[[ PROVIDED MATERIAL open ]]

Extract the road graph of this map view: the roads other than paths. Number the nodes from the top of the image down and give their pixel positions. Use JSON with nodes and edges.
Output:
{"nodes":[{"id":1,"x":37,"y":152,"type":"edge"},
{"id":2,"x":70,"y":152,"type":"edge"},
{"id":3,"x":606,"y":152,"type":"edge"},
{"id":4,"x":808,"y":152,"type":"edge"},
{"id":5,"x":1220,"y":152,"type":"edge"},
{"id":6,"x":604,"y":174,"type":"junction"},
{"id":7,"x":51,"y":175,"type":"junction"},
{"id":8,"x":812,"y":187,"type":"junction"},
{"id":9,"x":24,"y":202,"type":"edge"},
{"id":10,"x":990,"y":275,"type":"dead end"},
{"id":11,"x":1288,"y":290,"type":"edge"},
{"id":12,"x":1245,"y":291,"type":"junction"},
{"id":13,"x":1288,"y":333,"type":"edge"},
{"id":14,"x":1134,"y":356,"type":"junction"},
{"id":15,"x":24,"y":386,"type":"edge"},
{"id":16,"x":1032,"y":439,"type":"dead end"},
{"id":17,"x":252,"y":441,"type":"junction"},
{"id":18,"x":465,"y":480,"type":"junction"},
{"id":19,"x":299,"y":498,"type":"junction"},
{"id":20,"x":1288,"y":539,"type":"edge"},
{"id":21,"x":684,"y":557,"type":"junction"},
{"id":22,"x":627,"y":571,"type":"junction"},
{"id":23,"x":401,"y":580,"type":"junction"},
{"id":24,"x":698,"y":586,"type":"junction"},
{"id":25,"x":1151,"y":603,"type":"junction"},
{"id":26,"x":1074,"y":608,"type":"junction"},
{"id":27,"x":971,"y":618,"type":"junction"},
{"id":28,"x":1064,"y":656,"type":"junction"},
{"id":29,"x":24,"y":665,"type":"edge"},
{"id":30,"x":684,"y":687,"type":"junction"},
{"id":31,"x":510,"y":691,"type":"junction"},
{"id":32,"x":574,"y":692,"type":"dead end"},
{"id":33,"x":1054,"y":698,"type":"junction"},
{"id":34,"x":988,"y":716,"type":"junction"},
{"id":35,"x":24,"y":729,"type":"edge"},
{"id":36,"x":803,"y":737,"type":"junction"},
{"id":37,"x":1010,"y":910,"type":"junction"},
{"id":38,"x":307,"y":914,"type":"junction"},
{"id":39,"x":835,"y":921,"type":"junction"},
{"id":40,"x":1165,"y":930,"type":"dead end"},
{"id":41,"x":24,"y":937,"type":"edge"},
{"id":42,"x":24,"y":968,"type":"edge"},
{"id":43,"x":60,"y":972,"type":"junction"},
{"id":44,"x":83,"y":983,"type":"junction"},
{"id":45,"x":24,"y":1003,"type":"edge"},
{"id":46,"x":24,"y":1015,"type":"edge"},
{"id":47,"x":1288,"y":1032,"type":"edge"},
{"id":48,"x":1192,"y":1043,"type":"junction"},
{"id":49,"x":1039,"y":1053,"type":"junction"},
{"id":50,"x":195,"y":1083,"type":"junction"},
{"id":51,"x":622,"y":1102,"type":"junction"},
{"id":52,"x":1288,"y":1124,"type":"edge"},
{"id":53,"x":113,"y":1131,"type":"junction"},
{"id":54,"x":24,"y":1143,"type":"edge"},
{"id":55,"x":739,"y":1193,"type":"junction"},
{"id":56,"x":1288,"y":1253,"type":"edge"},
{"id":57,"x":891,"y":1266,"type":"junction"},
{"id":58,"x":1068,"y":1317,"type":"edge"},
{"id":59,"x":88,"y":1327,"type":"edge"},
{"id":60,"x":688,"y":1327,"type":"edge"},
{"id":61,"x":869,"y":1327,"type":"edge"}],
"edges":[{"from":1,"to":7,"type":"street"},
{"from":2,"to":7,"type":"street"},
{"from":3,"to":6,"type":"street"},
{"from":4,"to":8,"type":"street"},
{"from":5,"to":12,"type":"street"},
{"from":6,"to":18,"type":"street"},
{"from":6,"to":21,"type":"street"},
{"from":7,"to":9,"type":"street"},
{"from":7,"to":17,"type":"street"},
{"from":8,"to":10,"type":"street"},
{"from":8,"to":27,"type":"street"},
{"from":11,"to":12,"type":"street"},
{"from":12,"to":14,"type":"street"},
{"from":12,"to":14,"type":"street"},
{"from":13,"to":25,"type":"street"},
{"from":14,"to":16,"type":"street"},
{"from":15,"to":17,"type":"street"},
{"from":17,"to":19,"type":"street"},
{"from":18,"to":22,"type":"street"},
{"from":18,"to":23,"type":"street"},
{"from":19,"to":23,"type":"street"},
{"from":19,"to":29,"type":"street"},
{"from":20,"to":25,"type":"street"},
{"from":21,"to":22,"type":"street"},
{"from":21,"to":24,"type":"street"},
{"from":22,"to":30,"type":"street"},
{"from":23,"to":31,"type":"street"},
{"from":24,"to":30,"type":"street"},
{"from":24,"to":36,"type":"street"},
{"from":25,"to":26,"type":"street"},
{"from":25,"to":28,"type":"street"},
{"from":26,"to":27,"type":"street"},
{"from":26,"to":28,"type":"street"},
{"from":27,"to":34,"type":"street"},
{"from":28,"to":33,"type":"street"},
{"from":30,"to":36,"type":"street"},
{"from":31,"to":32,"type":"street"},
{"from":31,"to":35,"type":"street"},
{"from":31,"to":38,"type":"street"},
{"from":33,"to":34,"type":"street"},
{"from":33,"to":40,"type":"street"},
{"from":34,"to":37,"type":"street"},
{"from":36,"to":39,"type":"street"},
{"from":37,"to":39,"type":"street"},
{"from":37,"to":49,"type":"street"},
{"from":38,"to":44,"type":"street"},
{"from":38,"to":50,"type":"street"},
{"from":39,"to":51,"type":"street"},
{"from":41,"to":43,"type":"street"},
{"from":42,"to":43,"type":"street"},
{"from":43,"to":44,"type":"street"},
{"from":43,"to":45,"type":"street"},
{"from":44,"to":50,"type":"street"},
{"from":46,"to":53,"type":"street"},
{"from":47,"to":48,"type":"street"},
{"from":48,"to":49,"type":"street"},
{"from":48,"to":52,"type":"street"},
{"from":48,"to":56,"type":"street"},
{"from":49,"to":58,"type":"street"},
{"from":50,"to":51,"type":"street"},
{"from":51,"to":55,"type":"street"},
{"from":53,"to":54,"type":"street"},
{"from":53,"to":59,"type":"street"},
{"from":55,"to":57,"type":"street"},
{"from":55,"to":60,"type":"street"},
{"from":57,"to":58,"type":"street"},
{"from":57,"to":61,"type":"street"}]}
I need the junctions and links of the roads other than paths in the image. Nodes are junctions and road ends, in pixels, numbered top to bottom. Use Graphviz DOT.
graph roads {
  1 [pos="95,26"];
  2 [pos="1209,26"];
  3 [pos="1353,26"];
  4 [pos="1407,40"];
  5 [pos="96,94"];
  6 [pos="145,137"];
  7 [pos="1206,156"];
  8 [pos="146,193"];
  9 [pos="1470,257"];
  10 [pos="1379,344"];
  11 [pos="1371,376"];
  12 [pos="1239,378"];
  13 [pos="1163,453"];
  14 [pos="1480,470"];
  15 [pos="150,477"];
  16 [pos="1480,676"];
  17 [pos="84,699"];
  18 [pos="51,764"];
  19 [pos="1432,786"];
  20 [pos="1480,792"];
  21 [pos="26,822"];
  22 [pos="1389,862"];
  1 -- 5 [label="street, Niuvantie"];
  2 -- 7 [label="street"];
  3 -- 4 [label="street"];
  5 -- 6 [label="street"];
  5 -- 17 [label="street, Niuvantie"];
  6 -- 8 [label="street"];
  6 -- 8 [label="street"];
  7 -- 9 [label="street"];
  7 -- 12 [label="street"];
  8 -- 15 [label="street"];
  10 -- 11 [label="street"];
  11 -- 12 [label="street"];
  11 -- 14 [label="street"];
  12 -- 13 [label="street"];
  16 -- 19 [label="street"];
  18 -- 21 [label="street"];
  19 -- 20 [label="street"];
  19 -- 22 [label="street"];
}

[[ PROVIDED MATERIAL closed ]]

• WORK TO BE COMPLETED
Going through the entries above, tally each line that has the word "than". Answer with the number only.

• RESULT
2